The election victory of Nawrocki, who was backed by the nationalist opposition party Law and Justice (PiS), dealt a blow to Prime Minister Donald Tusk's hopes of cementing the pro-European Union course he has set for the bloc's largest eastern member and left his government floundering in the polls.
Poland is now bracing for a continuation of the deadlock seen under nationalist outgoing President Andrzej Duda, with Nawrocki able to use his veto powers to stymie a government agenda that includes rolling back judicial reforms implemented by PiS, which critics said undermined the independence of the courts.
Nawrocki also looks set to pose a headache for the government by proposing measures such as tax cuts that are likely to be popular with many voters but hard to implement for an administration with a stretched budget.
"As prime minister, I have so far worked with three presidents," Tusk, who was also prime minister from 2007 to 2014, wrote in a post on X.
"What will it be like with the fourth? We'll manage."
The incoming president has said he does not currently see a place for Ukraine in NATO or the EU, a marked shift in tone compared to Duda.
As president, Nawrocki would be required to sign off on Poland's ratification of a new member joining NATO.
While Tusk has said that the European Union should play a bigger role in defence matters alongside NATO, PiS and Nawrocki have argued this would undermine Poland's alliance with the United States.
"The United States is undoubtedly our priority partner," said Nawrocki's spokesman Rafal Leskiewicz.
However, the fact he is a political newcomer who was little known to the public before PiS threw its weight behind him means there is much uncertainty about how his presidency will pan out, political observers say.
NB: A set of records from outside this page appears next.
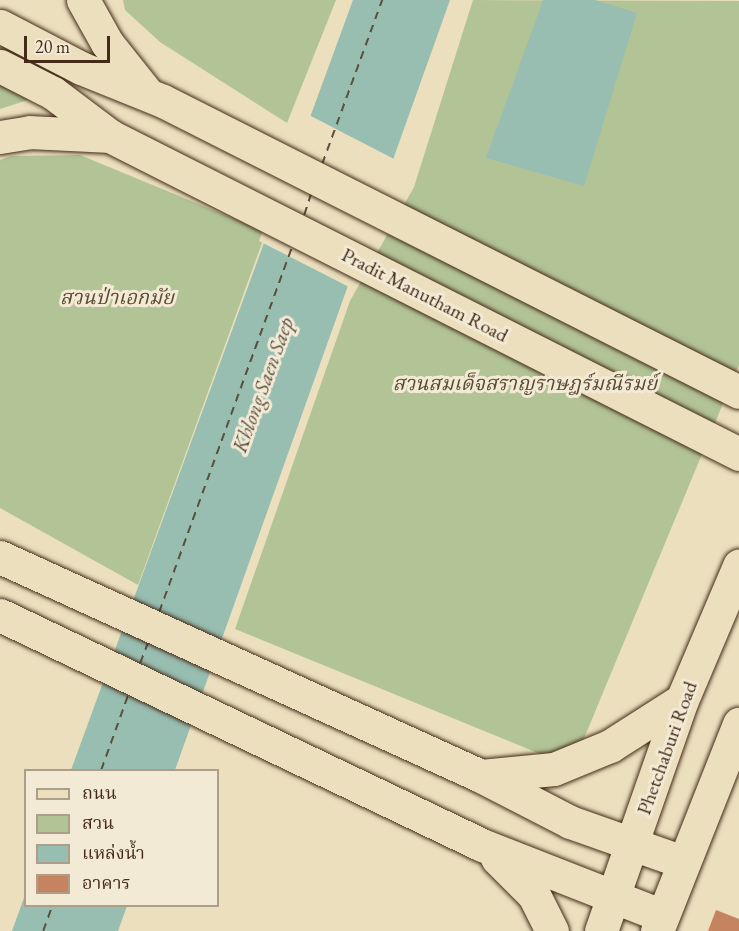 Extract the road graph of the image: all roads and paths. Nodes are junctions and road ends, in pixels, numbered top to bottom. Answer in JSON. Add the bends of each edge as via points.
{"nodes":[{"id":1,"x":83,"y":0,"type":"edge"},
{"id":2,"x":0,"y":26,"type":"edge"},
{"id":3,"x":0,"y":66,"type":"edge"},
{"id":4,"x":156,"y":98,"type":"junction"},
{"id":5,"x":110,"y":136,"type":"junction"},
{"id":6,"x":0,"y":137,"type":"edge"},
{"id":7,"x":739,"y":392,"type":"edge"},
{"id":8,"x":739,"y":454,"type":"edge"},
{"id":9,"x":0,"y":557,"type":"edge"},
{"id":10,"x":739,"y":566,"type":"edge"},
{"id":11,"x":12,"y":622,"type":"edge"},
{"id":12,"x":682,"y":700,"type":"junction"},
{"id":13,"x":739,"y":724,"type":"edge"},
{"id":14,"x":481,"y":776,"type":"junction"},
{"id":15,"x":482,"y":845,"type":"junction"},
{"id":16,"x":632,"y":846,"type":"junction"},
{"id":17,"x":683,"y":862,"type":"junction"},
{"id":18,"x":612,"y":898,"type":"junction"},
{"id":19,"x":660,"y":924,"type":"edge"},
{"id":20,"x":552,"y":931,"type":"edge"},
{"id":21,"x":601,"y":931,"type":"edge"}],
"edges":[{"from":1,"to":4,"type":"main road","via":[[107,43]]},
{"from":2,"to":4,"type":"main road","via":[[81,68]]},
{"from":3,"to":5,"type":"main road","via":[[54,93]]},
{"from":4,"to":7,"type":"main road"},
{"from":5,"to":6,"type":"main road","via":[[30,132]]},
{"from":5,"to":8,"type":"main road","name":"Pradit Manutham Road"},
{"from":9,"to":14,"type":"main road"},
{"from":10,"to":12,"type":"main road","name":"Phetchaburi Road"},
{"from":11,"to":15,"type":"main road"},
{"from":12,"to":14,"type":"main road","via":[[610,746],[554,769]]},
{"from":12,"to":16,"type":"main road","name":"Phetchaburi Road"},
{"from":13,"to":17,"type":"main road"},
{"from":14,"to":16,"type":"main road","via":[[570,822]]},
{"from":15,"to":18,"type":"main road"},
{"from":15,"to":20,"type":"main road","via":[[534,895]]},
{"from":16,"to":17,"type":"main road"},
{"from":16,"to":18,"type":"main road","name":"Phetchaburi Road"},
{"from":17,"to":19,"type":"main road"},
{"from":18,"to":19,"type":"main road"},
{"from":18,"to":21,"type":"main road","name":"Phetchaburi Road"}]} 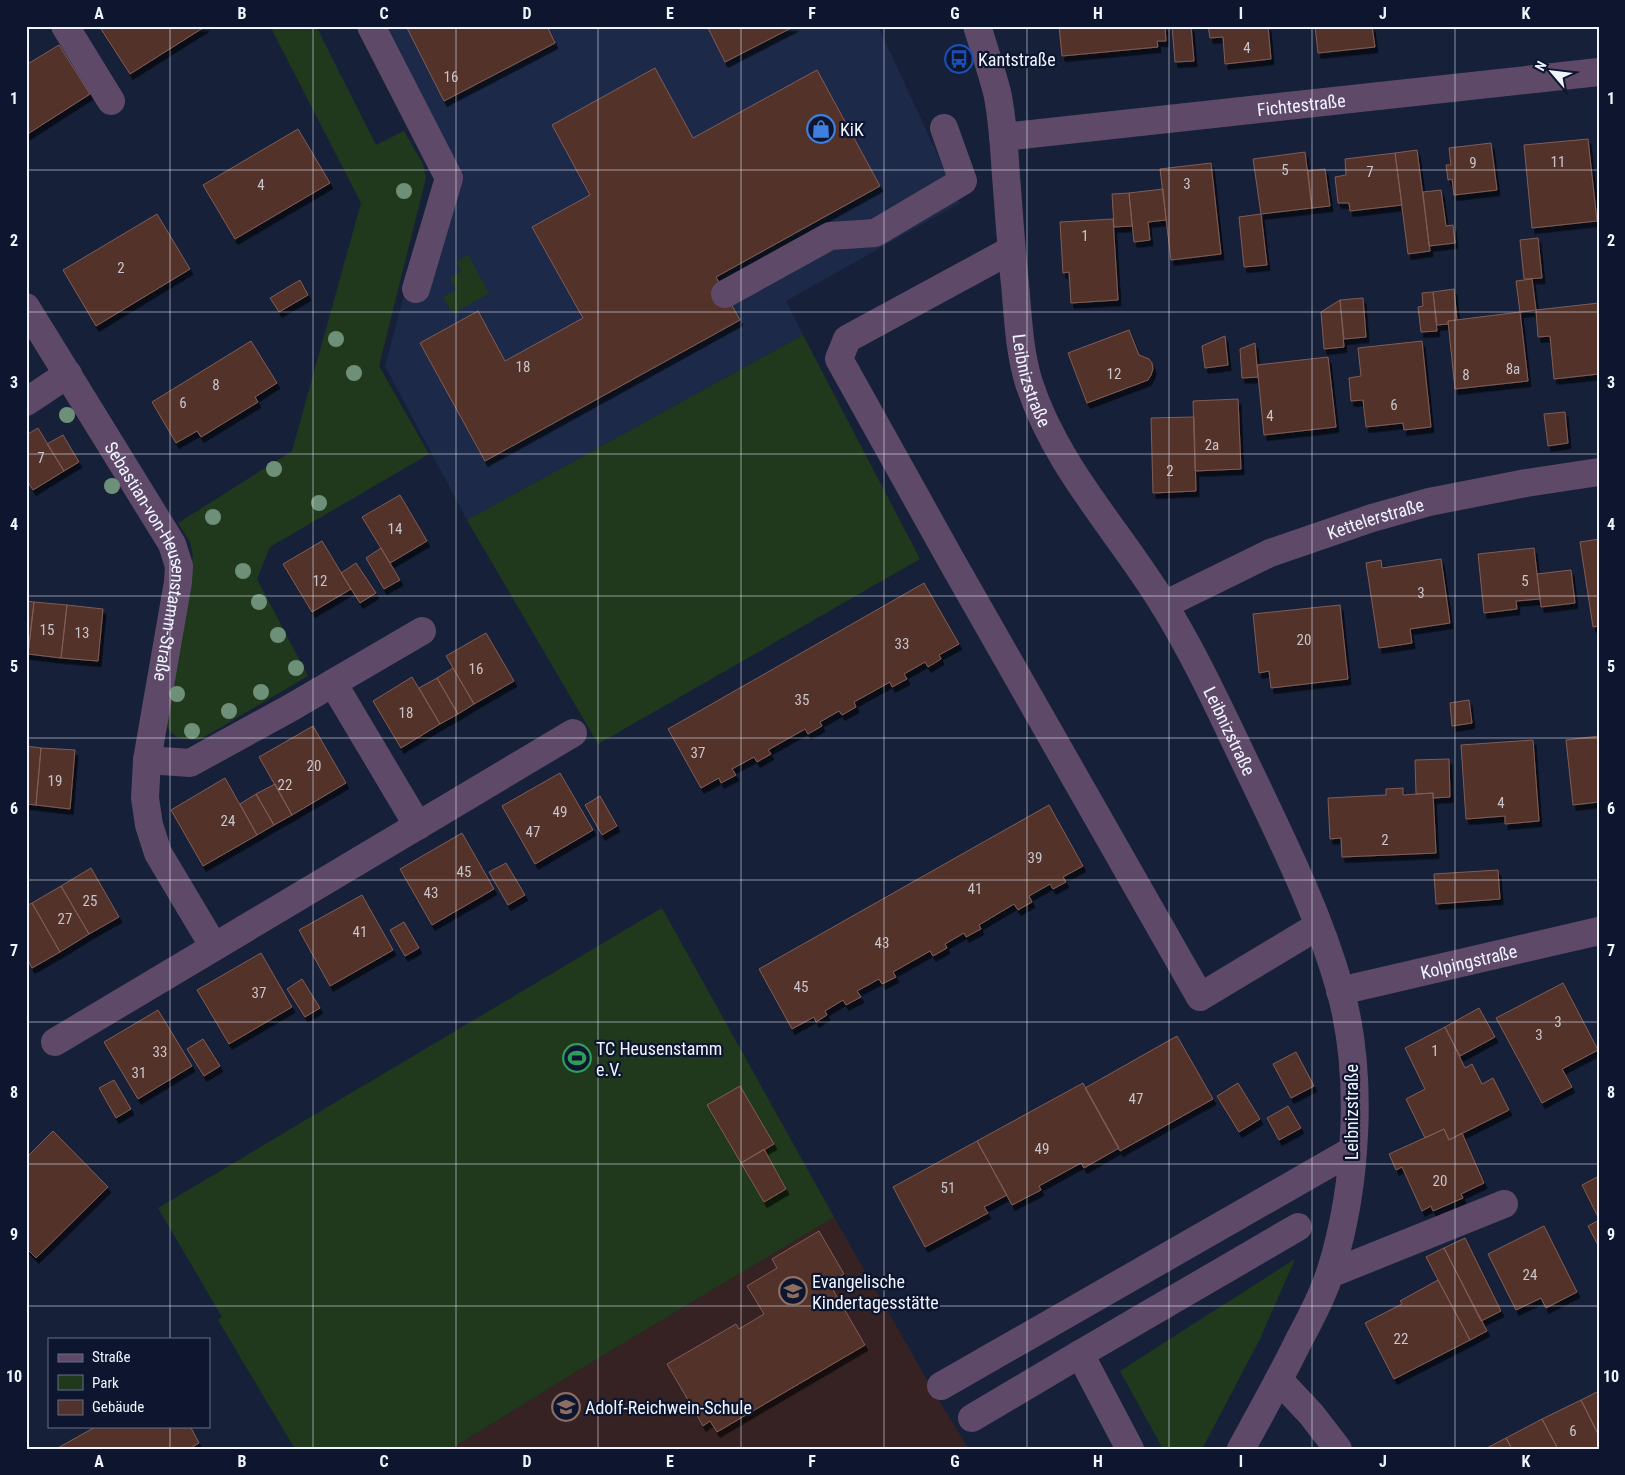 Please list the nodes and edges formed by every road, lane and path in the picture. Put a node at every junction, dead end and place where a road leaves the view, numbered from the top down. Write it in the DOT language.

"I don't know if he will, in short, fully implement the policies of Law and Justice ... or if he will try to come up with his own initiatives," said Andrzej Rychard, a sociologist from the Polish Academy of Science.
Nawrocki emerged victorious from a tumultuous campaign in which allegations regarding his past, including that he acquired a second property from an elderly man in return for a promise of care that he did not provide, frequently dominated the headlines.
Nawrocki denied accusations of wrongdoing, although he admitted to taking part in an organised fight between football hooligans, adding to the tough-guy image the amateur boxer had already sought to cultivate.
After the election, supporters of defeated liberal candidate Rafal Trzaskowski filed thousands of protests to the Supreme Court over irregularities at some polling stations.
However, the irregularities were not enough to materially alter the result.